February 03, 2011

GSTAAD—Speaking in the House of Commons in 1940, Leo Amery rebuked Neville Chamberlain and his colleagues with the Oliver Cromwell quote, “In the name of God, go.” This was after the fall of France with England on the brink. Those telling Mubarak to go are on the street, not in parliament, which doesn’t exist in the way we know it.

I was in Damascus back in 1970 when Hearst correspondent John Harris burst into my room and announced Nasser’s death from a heart attack. We drove to the airport, got into a prop Electra compliments of the Syrian regime, and landed in Cairo in a jiffy. That’s when Harris put on a Groucho Marx mask and walked up to passport control, where he was waved through. I thought I was seeing things, but I write the absolute truth. Harris had been kicked out of Egypt the previous day and had bought a mask in Damascus of his favorite comedian in case he was ordered back to Egypt. Since the plane was full of hacks, Harris was scolded that he was being childish and counterproductive. One terrible bore whose name I simply don’t remember warned that the bunch of us might be refused entry because of Harris’s prank. “That’s how much you know,” said Harris once past Customs.

“I remember thinking how ridiculous it would look were I to be killed by a flying Egyptian.”

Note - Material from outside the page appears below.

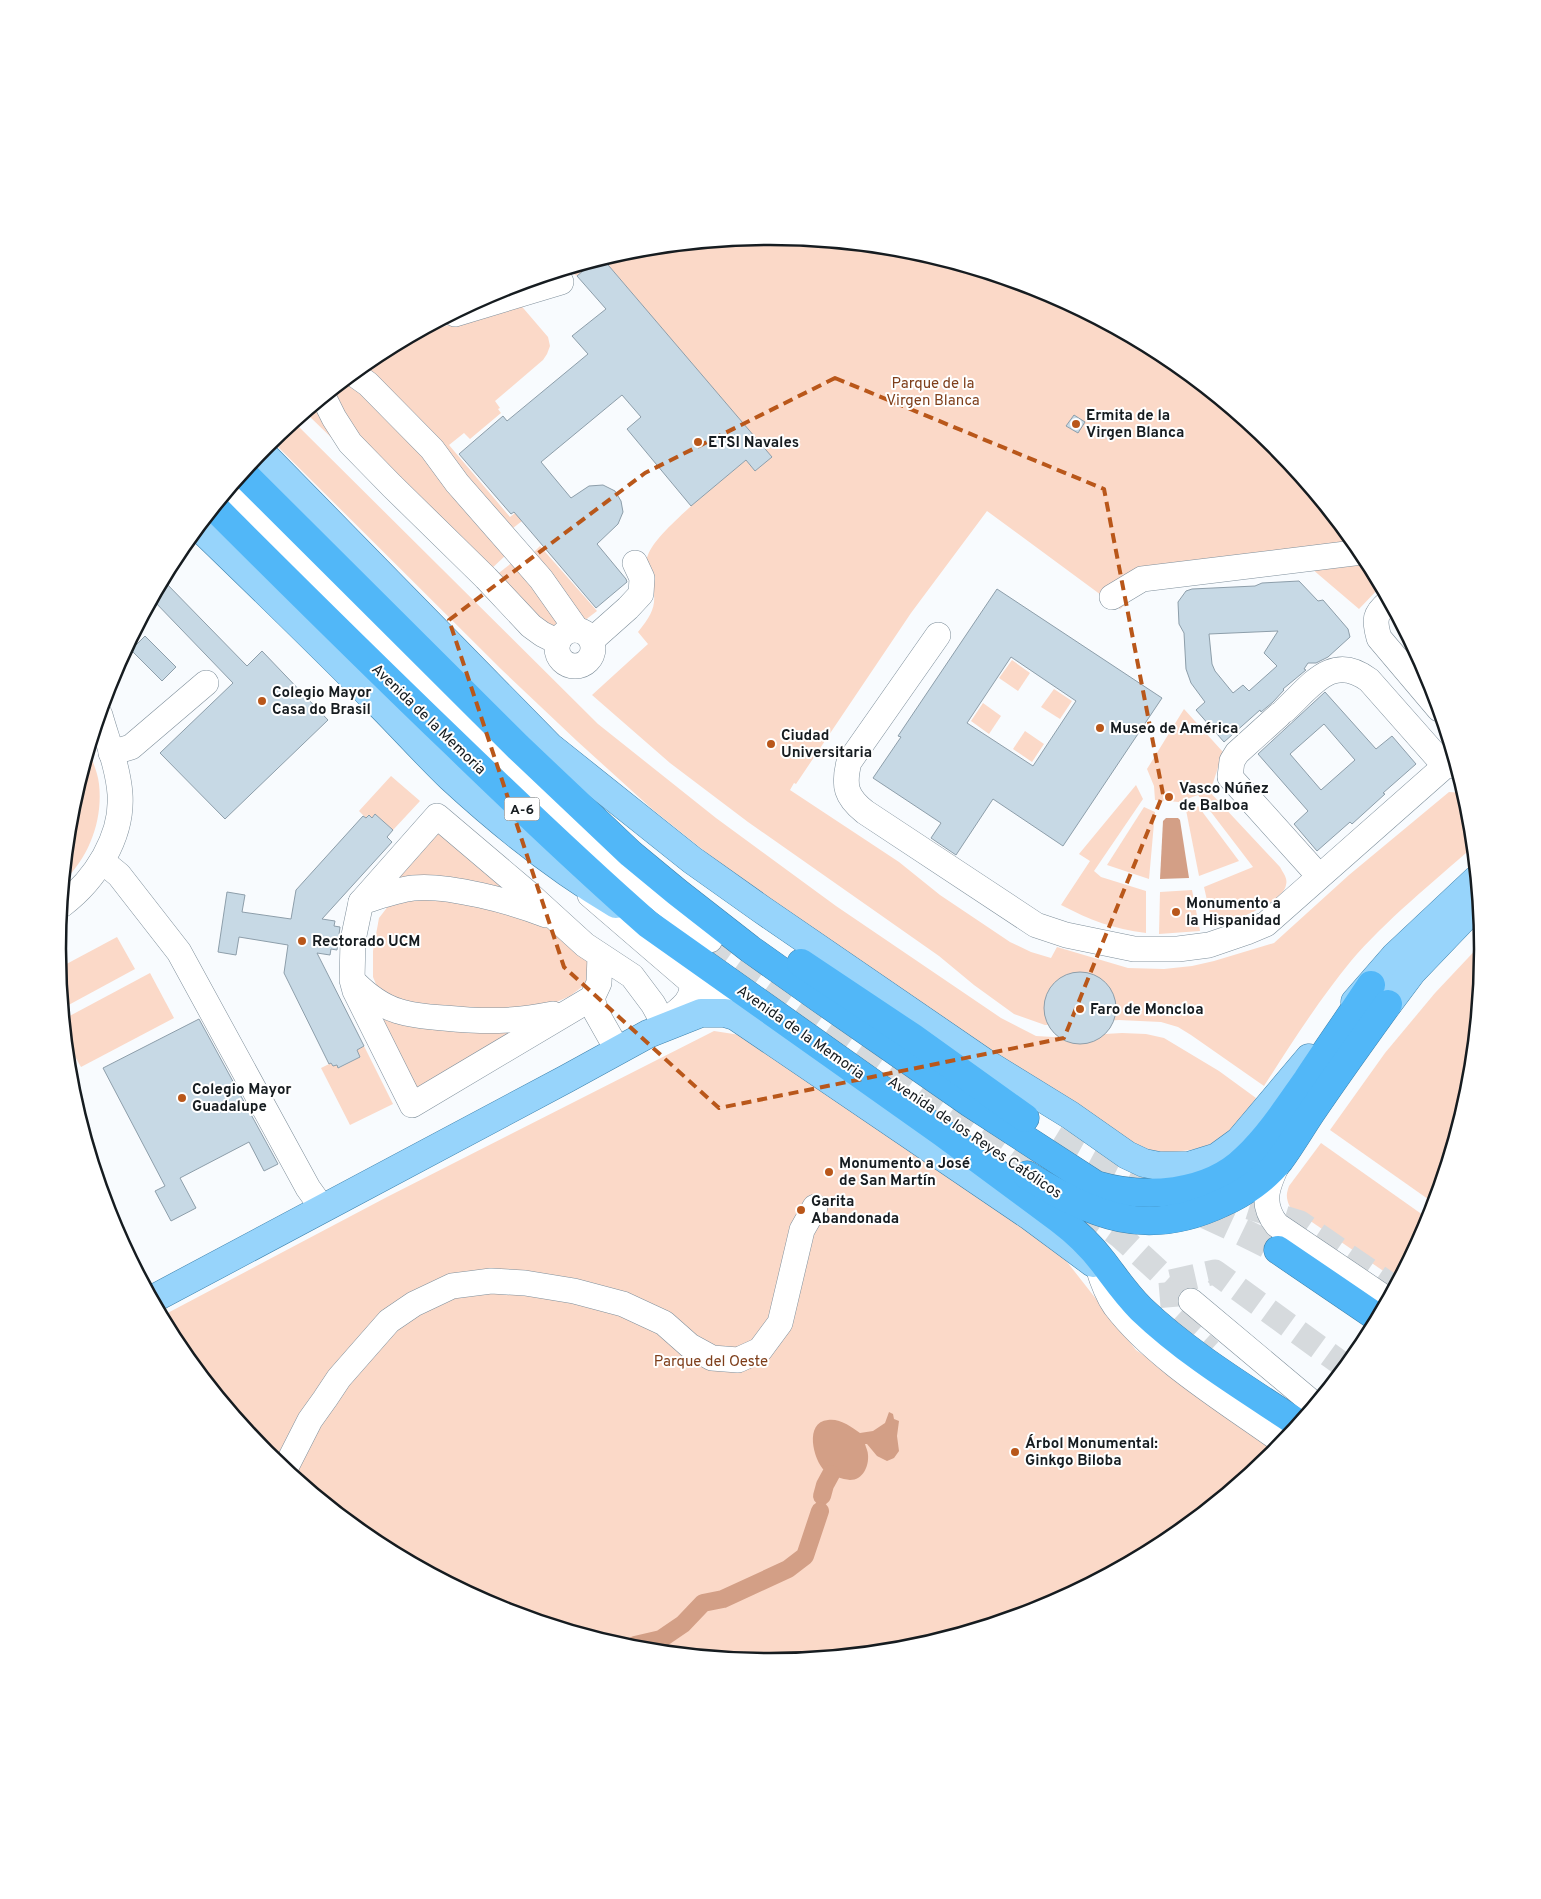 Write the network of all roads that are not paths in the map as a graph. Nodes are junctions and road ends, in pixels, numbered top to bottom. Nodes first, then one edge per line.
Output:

Nasser was no Mubarak. A great majority of Egyptians saw him as godlike despite the fact he had lost two wars against Israel. His sudden death paralyzed society to where even a man wearing a Groucho Marx mask could be waved through. Harris and I stayed friends but have lost touch. We covered the Yom Kippur War and the Turkish invasion of Cyprus in 1974—it was Harris who went down to the hotel lobby at 6 a.m. in Nicosia and told a couple of sleeping Cypriot soldiers that those brown parachutes floating down were Turkish troops, but no one paid him much attention until the bang-bang started. But back to Egypt.

In central Cairo, we encountered a scene out of Dante. There were millions of people running around like crazy, weeping, beating themselves, and exhorting everyone to pray and cry for Nasser. I was scared because I hate crowds and had seen a couple lynchings as a boy during the Greek civil war. Harris, always in the center of things, was almost killed by some Egyptian who had thrown himself off a roof. “Don’t worry,” he told me when I lamented about missing the photo of a lifetime. “There will be hundreds more.” And there were. I remember thinking how ridiculous it would look were I to be killed by a flying Egyptian.